La raccolta, che ora conta oltre 1500 opere (escluse le opere grafiche) tra dipinti e soprattutto sculture esposte a rotazione, nacque nel 1971 quando, in occasione dell’ottantesimo compleanno del cardinale, quattro noti pittori bolognesi, Ilario Rossi, Pompilio Mandelli, Enzo Pasqualini ed Aldo Borgonzoni, regalarono al cardinale alcuni loro lavori. Questo nucleo originario d’opere ben presto s’ampliò, soprattutto per merito di monsignor Fraccaroli -segretario del cardinale prima e presidente della fondazione poi- il quale fece confluire nella raccolta numerose donazioni di artisti e collezionisti, senza mai cercare di legare la collezione ai soli temi sacri.
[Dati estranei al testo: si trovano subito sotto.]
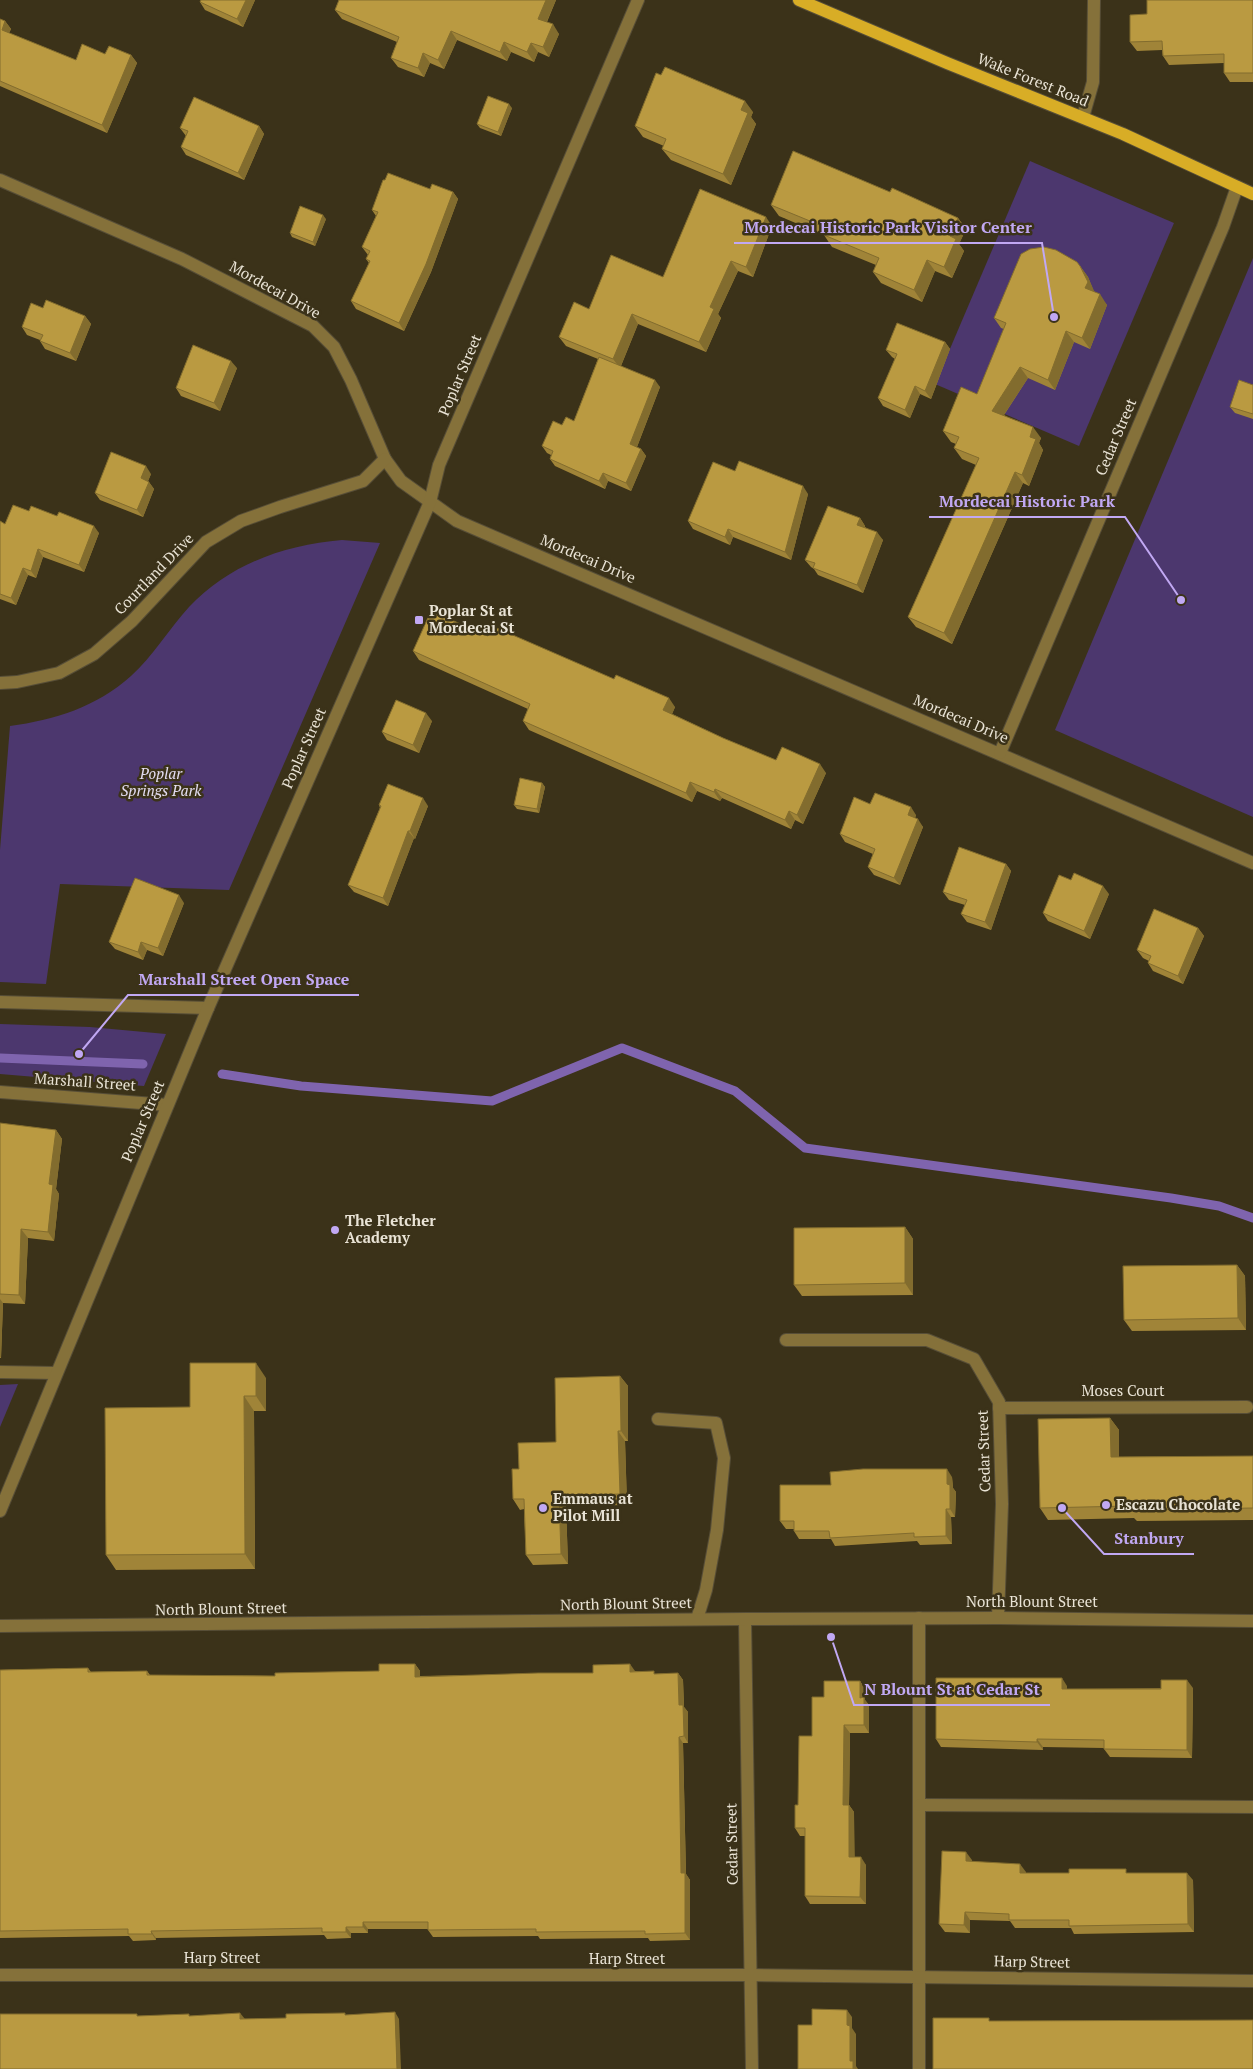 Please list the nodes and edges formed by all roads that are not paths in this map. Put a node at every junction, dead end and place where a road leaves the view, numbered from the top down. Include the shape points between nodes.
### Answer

All’abbondanza di opere raccolte corrisponde una generale buona qualità delle stesse, riferibili ai più importanti nomi della storia dell’arte italiana (ma non solo) dell’Otto e Novecento. Si guardi ad esempio il nucleo degli scultori italiani, numericamente il più rappresentativo: 4 ritratti di fanciulli di Medardo Rosso, 9 Marino Marini, 10 Arturo Martini, ben 23 Manzù, senza contare i numerosi Messina, Murer, Bodini, De Chirico, Vela, Grandi, Gemito, Wildt, Mirko, Zauli e molti altri ancora.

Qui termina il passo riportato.